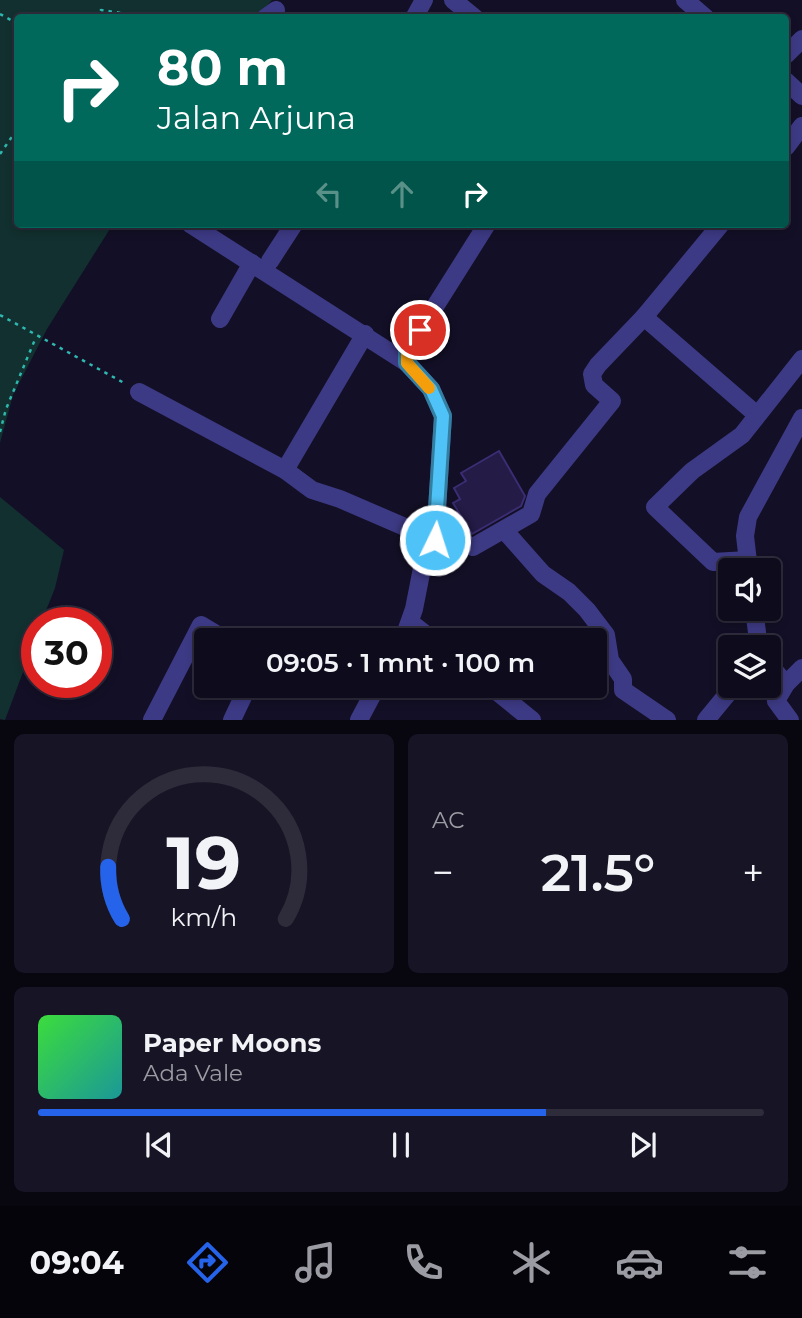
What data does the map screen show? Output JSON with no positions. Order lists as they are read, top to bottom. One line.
{"page":{"turn":["80 m","Jalan Arjuna"],"limit":"30","trip":"09:05 · 1 mnt · 100 m","tile":"AC","heat":["−","21.5°","+"],"song":["Paper Moons","Ada Vale"],"tabs":"09:04","gauge":["19","km/h"]}}
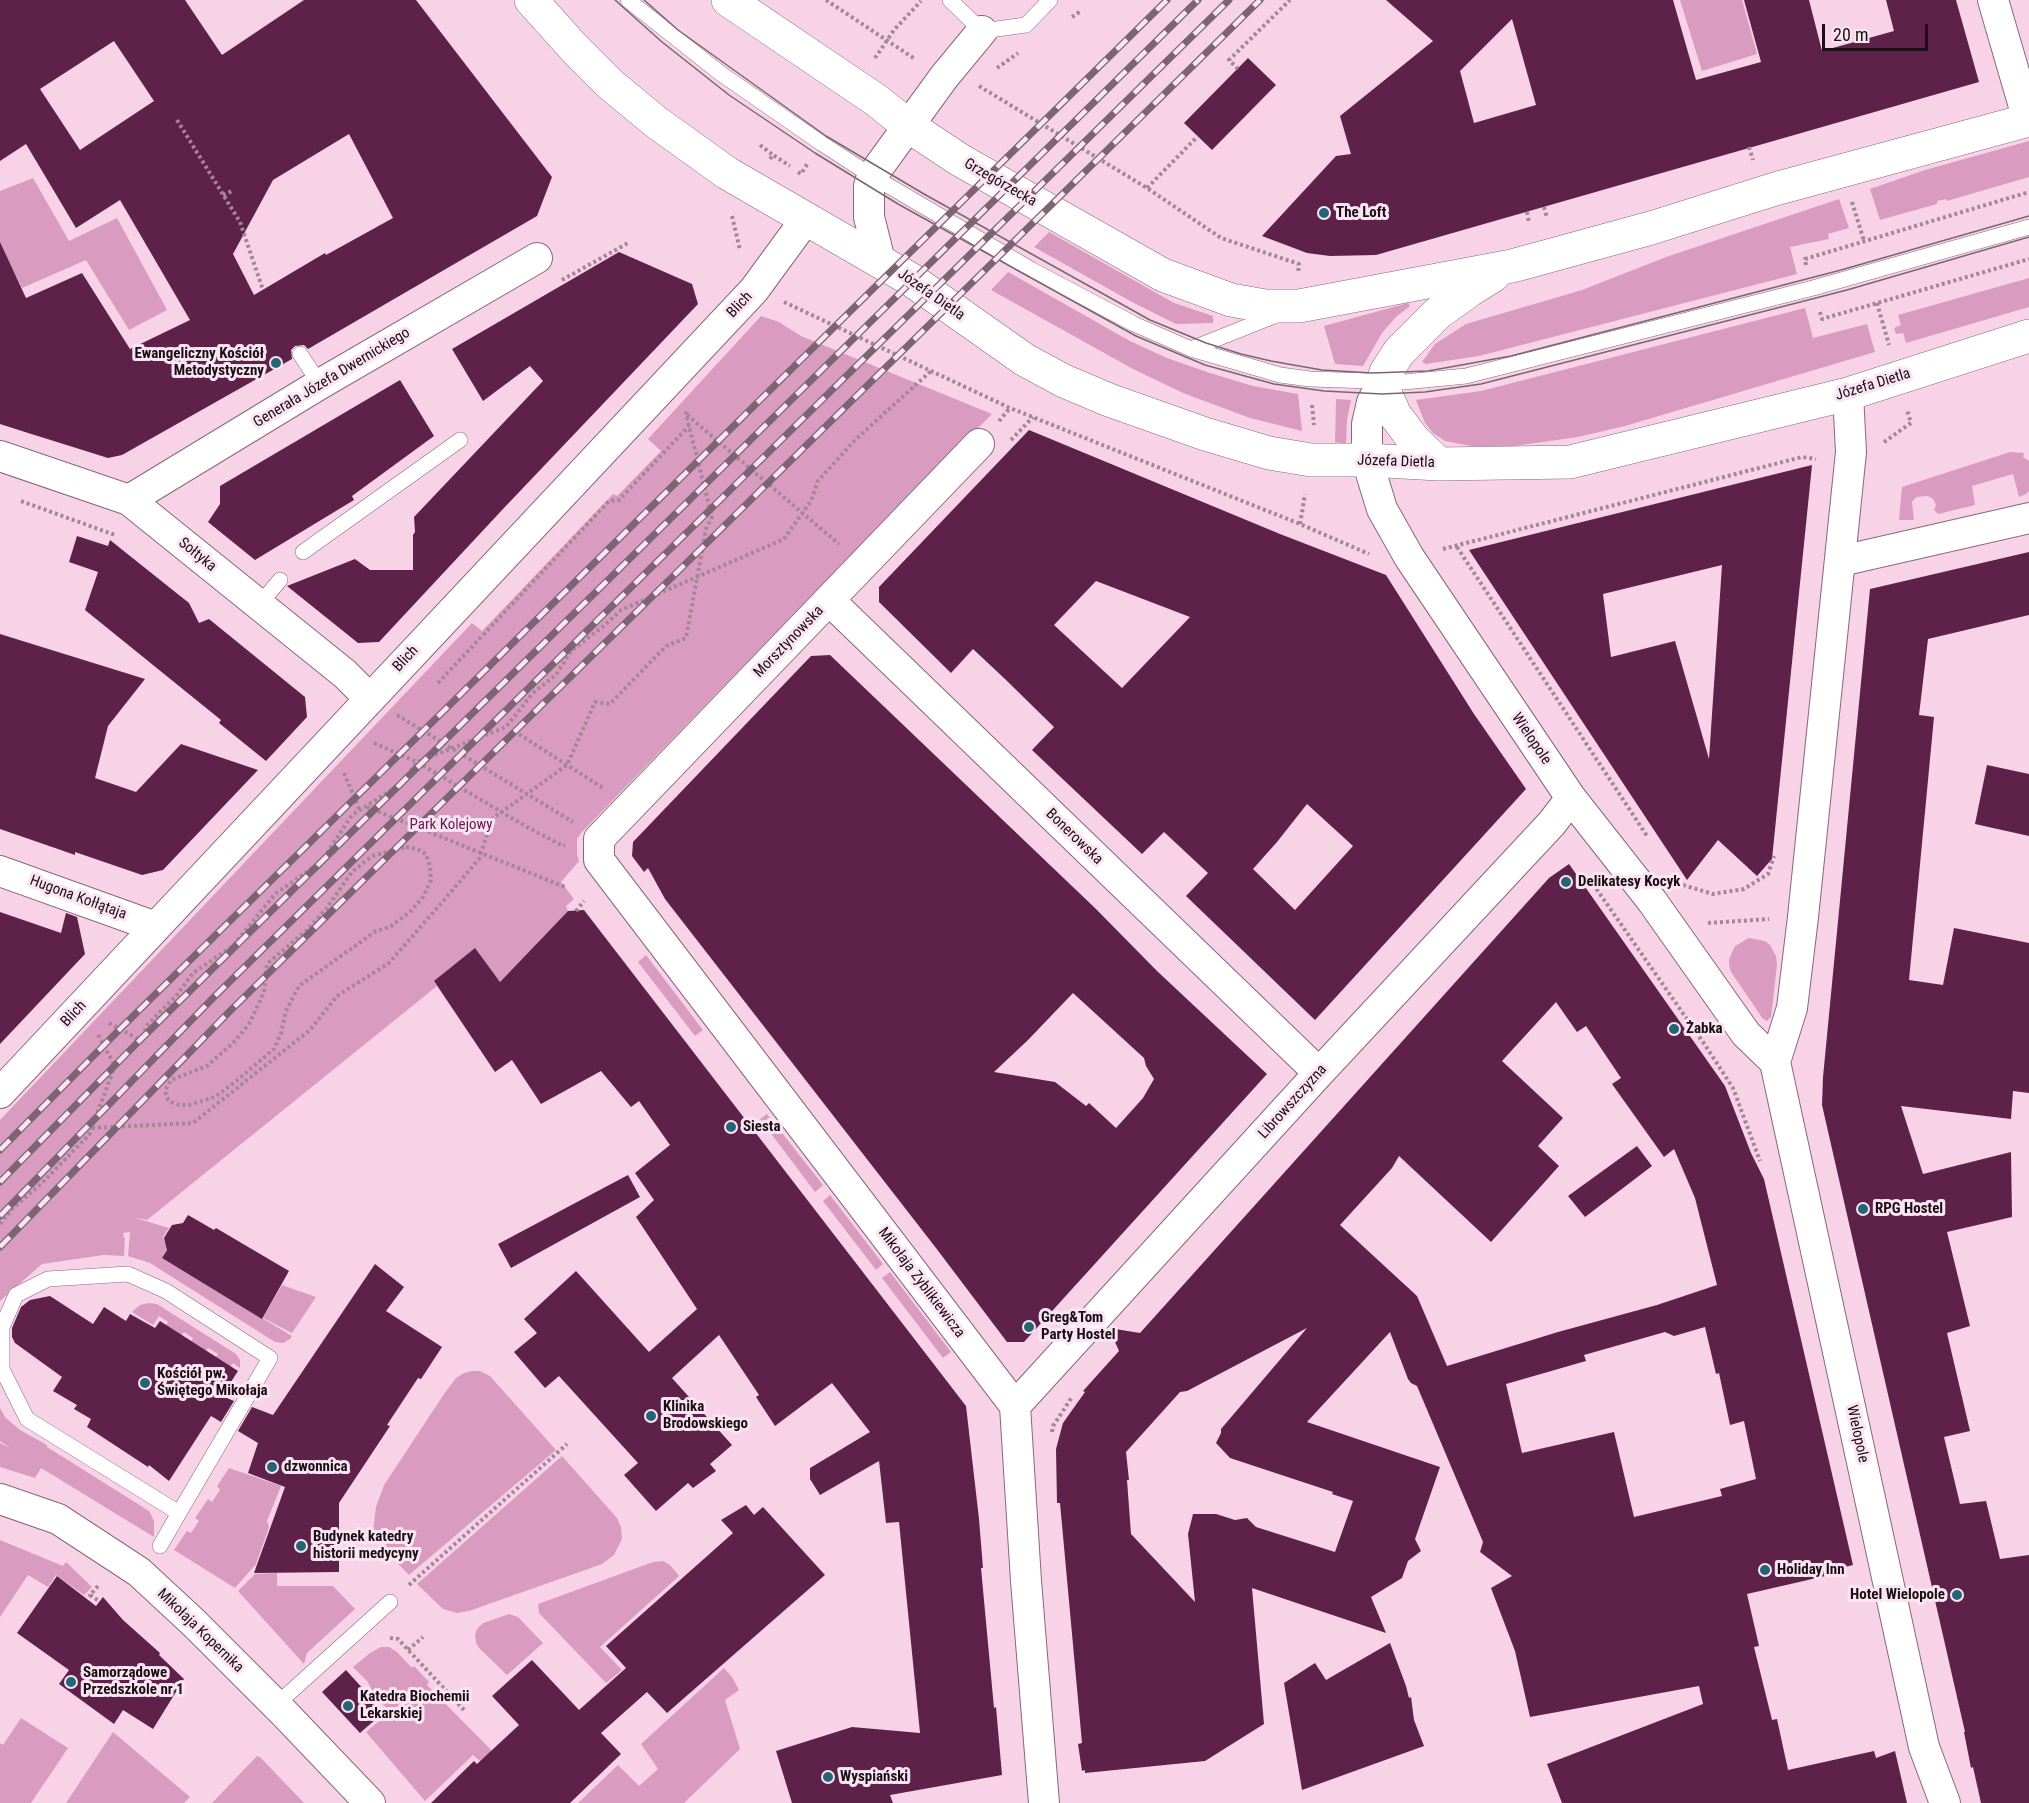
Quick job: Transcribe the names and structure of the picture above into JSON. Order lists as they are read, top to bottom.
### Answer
{
  "streets": {
    "street": [
      "Grzegórzecka",
      "Józefa Dietla",
      "Blich",
      "Generała Józefa Dwernickiego",
      "Sołtyka",
      "Morsztynowska",
      "Wielopole",
      "Bonerowska",
      "Hugona Kołłątaja",
      "Librowszczyzna",
      "Mikołaja Zyblikiewicza",
      "Mikołaja Kopernika"
    ]
  },
  "crossings": [
    ["Józefa Dietla", "Blich"],
    ["Józefa Dietla", "Wielopole"],
    ["Blich", "Sołtyka"],
    ["Blich", "Hugona Kołłątaja"],
    ["Generała Józefa Dwernickiego", "Sołtyka"],
    ["Morsztynowska", "Bonerowska"],
    ["Morsztynowska", "Mikołaja Zyblikiewicza"],
    ["Wielopole", "Librowszczyzna"],
    ["Bonerowska", "Librowszczyzna"],
    ["Librowszczyzna", "Mikołaja Zyblikiewicza"]
  ],
  "parks": ["Park Kolejowy"],
  "places": [
    "The Loft",
    "Ewangeliczny Kościół Metodystyczny",
    "Delikatesy Kocyk",
    "Żabka",
    "Siesta",
    "RPG Hostel",
    "Greg&Tom Party Hostel",
    "Kościół pw. Świętego Mikołaja",
    "Klinika Brodowskiego",
    "dzwonnica",
    "Budynek katedry historii medycyny",
    "Holiday Inn",
    "Hotel Wielopole",
    "Samorządowe Przedszkole nr 1",
    "Katedra Biochemii Lekarskiej",
    "Wyspiański"
  ],
  "scale_bar": "20 m"
}
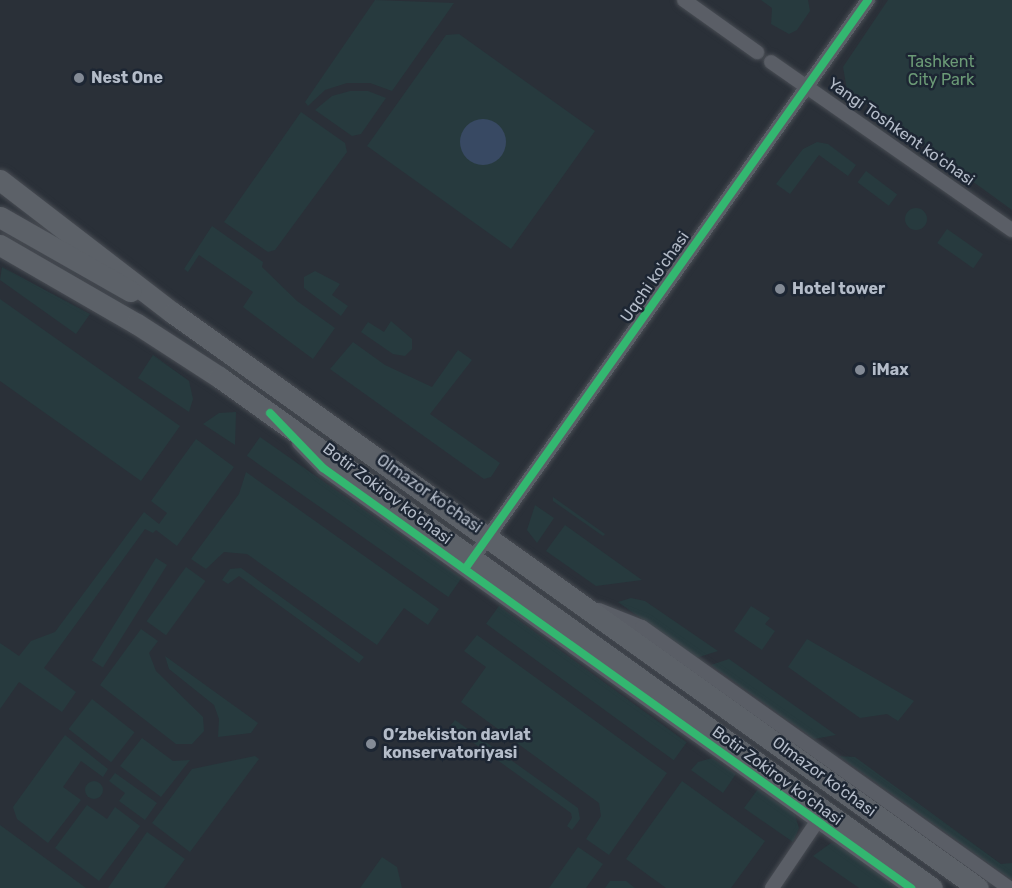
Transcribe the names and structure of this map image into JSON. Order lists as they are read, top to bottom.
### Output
{
  "streets": {
    "main road": ["Botir Zokirov ko'chasi", "Olmazor ko'chasi"],
    "street": ["Yangi Toshkent ko'chasi", "Uqchi ko'chasi"]
  },
  "crossings": [
    ["Yangi Toshkent ko'chasi", "Uqchi ko'chasi"],
    ["Uqchi ko'chasi", "Botir Zokirov ko'chasi"],
    ["Uqchi ko'chasi", "Olmazor ko'chasi"]
  ],
  "parks": ["Tashkent City Park"],
  "places": [
    "Nest One",
    "Hotel tower",
    "iMax",
    "O’zbekiston davlat konservatoriyasi"
  ]
}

> [Aim of the exercise] Among the lines of the material, find those that hold the word "structure" and copy them.

> [Reply]
Quick job: Transcribe the names and structure of the picture above into JSON. Order lists as they are read, top to bottom.
Transcribe the names and structure of this map image into JSON. Order lists as they are read, top to bottom.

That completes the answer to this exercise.